По дороге он прихватил чиновника управления Орлеанской железной дороги и старика Мишо, которых пригласил в шаферы. Когда они приехали в магазин, все уже были наготове: тут находились Гриве и Оливье — шаферы Терезы — и Сюзанна, любовавшаяся невестой, как девочки любуются куклой, которую они только что нарядили в новое платьице. Г-жа Ракен, хотя и передвигалась с трудом, все же пожелала всюду сопровождать детей. Ее посадили в экипаж и отправились.
В мэрии и в церкви все прошло вполне пристойно. Спокойный, скромный вид брачущихся был отмечен и по достоинству оценен. Они произнесли решающее «да» с таким волнением, что даже Гриве растрогался. Они пребывали словно во сне. Пока они тихо стояли рядом на коленях или сидели, неистовые мысли помимо воли обуревали и терзали их. Они избегали смотреть друг другу в глаза. Когда они вновь сели в экипаж, им показалось, что они стали как-то чужды друг другу.
Было решено, что свадебный обед состоится в небольшом ресторанчике на холме Бельвиль, в тесном семейном кругу. Приглашены были только семейство Мишо да Гриве. В ожидании шести часов молодожены и приглашенные прокатились по бульварам; потом все направились в погребок, где в отдельном кабинете, выкрашенном в желтый цвет и провонявшем пылью и вином, уже был накрыт стол на семь персон.

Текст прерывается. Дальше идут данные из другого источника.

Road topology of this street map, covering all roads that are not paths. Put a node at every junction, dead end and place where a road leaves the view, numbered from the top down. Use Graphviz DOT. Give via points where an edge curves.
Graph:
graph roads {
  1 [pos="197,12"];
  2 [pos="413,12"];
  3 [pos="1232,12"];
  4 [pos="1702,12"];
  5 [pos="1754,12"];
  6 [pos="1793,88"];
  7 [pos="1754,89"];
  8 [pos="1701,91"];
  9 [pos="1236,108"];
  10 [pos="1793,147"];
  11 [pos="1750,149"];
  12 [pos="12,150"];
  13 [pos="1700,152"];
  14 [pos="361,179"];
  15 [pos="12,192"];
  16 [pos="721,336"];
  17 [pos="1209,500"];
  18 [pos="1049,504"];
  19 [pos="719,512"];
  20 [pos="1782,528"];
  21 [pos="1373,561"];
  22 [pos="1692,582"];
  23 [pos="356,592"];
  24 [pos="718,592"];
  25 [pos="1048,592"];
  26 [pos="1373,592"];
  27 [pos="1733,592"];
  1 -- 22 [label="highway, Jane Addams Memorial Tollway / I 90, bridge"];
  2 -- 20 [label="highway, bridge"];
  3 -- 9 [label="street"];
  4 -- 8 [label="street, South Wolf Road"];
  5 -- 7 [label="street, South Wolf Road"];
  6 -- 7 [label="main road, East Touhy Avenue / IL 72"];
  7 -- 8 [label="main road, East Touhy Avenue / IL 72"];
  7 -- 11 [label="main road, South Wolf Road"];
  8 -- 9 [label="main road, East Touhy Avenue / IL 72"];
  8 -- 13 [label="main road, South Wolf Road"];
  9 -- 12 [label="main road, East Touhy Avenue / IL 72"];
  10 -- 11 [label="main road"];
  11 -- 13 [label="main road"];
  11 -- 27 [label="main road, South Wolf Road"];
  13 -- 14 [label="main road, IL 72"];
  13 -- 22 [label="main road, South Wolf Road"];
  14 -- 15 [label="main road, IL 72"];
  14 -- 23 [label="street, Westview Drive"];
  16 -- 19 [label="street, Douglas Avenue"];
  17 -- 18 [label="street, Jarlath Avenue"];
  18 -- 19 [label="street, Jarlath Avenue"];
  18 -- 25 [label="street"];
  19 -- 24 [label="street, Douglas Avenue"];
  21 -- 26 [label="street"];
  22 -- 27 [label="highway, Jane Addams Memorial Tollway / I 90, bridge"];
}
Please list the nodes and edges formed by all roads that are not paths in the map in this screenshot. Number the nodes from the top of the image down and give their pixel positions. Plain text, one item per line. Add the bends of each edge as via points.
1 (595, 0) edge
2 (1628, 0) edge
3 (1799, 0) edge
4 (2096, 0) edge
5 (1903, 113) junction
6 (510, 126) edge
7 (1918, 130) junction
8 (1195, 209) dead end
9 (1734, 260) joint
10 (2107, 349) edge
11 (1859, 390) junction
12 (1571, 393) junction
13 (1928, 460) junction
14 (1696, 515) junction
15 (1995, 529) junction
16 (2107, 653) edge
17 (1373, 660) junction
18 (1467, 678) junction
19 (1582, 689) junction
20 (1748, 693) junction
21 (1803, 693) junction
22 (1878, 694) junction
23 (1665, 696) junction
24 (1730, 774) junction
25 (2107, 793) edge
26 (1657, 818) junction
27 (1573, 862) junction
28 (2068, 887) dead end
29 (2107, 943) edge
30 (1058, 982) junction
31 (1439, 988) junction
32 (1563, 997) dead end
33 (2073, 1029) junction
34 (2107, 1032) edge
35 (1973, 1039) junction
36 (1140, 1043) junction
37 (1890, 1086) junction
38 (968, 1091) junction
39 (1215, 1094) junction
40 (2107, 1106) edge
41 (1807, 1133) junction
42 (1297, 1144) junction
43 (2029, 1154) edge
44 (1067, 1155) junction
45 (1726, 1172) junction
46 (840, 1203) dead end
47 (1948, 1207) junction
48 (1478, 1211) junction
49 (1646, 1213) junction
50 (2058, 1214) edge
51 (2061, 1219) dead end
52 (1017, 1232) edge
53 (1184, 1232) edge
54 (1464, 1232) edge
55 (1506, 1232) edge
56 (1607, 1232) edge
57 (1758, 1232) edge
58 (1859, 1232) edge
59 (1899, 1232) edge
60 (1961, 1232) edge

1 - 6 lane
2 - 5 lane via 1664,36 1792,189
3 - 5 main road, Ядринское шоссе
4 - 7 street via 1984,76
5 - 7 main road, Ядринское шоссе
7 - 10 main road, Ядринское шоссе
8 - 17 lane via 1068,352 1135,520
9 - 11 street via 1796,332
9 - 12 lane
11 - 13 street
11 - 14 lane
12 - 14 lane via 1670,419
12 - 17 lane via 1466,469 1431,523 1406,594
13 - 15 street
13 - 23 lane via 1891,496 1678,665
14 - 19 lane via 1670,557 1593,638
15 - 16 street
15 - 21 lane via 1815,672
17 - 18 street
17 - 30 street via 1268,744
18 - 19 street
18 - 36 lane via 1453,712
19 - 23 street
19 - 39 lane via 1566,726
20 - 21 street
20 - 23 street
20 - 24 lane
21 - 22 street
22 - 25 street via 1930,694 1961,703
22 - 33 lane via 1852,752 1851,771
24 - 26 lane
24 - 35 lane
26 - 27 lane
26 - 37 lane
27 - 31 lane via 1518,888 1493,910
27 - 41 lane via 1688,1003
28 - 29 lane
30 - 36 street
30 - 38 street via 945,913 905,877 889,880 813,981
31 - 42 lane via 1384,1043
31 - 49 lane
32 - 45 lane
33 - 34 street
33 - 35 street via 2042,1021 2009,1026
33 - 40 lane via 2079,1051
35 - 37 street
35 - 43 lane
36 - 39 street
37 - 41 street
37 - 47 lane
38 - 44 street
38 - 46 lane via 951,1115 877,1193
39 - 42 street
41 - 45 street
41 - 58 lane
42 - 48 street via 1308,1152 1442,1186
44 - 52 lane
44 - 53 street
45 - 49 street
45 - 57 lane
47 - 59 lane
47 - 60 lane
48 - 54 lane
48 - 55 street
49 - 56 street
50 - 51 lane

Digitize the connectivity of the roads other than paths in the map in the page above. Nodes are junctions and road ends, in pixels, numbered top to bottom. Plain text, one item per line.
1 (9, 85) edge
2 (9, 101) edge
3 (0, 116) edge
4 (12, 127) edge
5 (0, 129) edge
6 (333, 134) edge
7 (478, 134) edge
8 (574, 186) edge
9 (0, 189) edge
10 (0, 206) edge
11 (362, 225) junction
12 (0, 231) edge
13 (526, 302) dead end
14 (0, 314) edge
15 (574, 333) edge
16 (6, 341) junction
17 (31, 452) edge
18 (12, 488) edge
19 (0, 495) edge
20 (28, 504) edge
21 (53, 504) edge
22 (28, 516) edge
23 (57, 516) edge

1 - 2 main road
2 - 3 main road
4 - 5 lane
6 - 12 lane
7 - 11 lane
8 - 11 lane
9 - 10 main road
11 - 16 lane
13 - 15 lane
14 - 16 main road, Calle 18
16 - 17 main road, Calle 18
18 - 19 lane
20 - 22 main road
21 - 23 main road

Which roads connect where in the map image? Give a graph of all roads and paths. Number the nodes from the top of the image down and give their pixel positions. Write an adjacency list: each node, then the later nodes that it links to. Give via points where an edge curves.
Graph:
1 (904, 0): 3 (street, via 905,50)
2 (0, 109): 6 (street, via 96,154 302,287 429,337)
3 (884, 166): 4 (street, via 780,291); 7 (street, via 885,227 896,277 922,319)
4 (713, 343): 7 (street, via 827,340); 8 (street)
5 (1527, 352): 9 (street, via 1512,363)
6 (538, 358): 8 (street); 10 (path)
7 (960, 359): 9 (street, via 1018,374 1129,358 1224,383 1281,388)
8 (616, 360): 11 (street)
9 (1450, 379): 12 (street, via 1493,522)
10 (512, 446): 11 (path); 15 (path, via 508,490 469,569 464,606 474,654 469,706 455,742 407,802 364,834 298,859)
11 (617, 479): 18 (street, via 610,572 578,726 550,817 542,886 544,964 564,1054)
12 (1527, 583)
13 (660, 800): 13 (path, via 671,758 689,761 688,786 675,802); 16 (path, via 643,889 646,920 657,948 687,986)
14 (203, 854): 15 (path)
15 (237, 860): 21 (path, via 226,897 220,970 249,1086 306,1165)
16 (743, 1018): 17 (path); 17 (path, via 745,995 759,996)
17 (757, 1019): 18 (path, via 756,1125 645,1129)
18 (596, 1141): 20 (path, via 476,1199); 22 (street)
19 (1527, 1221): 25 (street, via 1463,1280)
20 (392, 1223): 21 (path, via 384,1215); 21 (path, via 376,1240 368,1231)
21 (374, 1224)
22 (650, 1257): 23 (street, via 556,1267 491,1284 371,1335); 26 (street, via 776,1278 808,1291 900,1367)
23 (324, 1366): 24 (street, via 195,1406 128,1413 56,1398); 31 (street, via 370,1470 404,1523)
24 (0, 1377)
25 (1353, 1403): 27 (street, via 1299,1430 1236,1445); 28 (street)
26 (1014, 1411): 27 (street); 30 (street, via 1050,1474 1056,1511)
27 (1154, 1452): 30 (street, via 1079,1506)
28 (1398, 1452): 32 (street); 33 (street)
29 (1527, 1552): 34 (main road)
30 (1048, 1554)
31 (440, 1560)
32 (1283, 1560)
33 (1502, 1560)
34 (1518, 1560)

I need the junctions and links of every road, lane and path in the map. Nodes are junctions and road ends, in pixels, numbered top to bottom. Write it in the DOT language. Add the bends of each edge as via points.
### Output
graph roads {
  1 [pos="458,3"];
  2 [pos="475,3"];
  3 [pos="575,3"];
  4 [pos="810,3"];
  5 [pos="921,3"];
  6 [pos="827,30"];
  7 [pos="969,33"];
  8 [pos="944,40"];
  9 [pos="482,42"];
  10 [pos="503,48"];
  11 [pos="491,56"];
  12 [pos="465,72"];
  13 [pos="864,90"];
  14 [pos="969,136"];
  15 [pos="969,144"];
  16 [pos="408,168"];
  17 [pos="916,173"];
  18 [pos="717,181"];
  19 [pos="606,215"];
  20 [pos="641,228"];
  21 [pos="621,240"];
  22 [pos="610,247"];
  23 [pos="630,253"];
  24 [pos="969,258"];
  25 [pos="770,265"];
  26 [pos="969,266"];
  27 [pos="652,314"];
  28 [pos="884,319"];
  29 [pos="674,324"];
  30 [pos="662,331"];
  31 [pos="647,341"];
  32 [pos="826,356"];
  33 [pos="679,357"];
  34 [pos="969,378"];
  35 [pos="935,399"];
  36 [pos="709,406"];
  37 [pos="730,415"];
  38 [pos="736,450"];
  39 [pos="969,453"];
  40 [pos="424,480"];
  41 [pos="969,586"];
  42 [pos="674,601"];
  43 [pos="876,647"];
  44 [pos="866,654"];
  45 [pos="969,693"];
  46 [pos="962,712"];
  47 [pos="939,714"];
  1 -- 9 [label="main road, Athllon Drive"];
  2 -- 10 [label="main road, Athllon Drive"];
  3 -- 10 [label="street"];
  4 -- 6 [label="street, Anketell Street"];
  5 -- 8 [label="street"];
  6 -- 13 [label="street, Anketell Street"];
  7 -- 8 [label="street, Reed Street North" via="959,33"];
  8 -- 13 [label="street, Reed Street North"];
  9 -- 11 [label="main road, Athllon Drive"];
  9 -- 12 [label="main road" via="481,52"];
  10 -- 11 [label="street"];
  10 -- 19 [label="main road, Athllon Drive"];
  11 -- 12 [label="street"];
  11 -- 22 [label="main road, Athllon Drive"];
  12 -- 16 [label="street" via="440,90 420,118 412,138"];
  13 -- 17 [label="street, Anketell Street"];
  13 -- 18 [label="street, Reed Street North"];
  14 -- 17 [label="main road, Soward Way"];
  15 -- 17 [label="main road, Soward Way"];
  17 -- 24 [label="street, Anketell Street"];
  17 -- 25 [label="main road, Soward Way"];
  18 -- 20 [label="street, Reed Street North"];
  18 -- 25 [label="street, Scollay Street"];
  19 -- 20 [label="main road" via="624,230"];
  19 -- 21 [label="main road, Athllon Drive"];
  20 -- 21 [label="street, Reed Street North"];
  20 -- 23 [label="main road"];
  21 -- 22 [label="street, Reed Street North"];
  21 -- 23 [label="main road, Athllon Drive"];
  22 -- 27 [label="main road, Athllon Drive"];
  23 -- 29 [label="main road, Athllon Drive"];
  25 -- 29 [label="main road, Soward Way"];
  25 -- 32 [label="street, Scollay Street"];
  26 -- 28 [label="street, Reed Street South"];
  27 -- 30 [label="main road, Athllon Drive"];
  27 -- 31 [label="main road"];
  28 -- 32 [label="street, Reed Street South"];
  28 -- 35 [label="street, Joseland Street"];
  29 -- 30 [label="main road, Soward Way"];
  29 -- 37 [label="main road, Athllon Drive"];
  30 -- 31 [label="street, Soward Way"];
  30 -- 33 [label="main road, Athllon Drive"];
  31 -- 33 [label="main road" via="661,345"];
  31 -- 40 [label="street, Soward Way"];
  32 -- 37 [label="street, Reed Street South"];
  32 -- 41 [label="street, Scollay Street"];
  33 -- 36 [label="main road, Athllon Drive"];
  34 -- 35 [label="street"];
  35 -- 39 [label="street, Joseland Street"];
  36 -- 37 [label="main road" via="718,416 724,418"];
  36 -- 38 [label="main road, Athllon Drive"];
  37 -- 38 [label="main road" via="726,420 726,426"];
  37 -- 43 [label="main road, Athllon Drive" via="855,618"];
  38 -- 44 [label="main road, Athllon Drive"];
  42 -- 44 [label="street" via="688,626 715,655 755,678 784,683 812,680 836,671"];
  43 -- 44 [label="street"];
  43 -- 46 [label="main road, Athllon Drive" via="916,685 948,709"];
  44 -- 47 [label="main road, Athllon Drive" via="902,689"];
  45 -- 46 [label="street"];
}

Обед прошел не так уж весело. Молодожены были серьезны, задумчивы. С самого утра они чувствовали себя как-то странно и даже не старались дать себе в этом отчет. Быстрота, с какой были выполнены формальности и совершен обряд, навеки сочетавший их, сразу же их как-то ошеломила. Последовавшая затем долгая прогулка по бульварам укачала и разморила новобрачных; им казалось, что эта прогулка длится несколько месяцев; впрочем, они охотно поддавались однообразию мелькавших перед ними улиц, они взирали на магазины и на прохожих мертвым взглядом, ими овладело какое-то дурманящее оцепенение, которое они старались стряхнуть с себя громким хохотом. В ресторане они почувствовали удручающую усталость, придавившую их тяжким гнетом, и все возраставшее оцепенение.
Сидя друг против друга, они натянуто улыбались и поминутно впадали в какую-то мрачную задумчивость; они ели, отвечали, двигали руками, как машины. В их уставшем сонном уме бесконечной вереницей проносились все те же мысли. Они были обвенчаны, однако отнюдь не ощущали, чтобы в их положении что-то изменилось; это очень удивляло их. Им чудилось, что между ними зияет все та же пропасть; временами они спрашивали себя: как же им перешагнуть через нее? Когда их разделял какой-нибудь предмет, они чувствовали себя совсем как накануне убийства, когда между ними стояла преграда. Потом они вдруг вспоминали, что вечером, немного позже, лягут спать вместе; тогда они с удивлением смотрели друг на друга, не понимая, почему это будет им позволено. Они не сознавали своего союза; наоборот, им мерещилось, будто их бесчеловечно разлучили и они далеко-далеко друг от друга.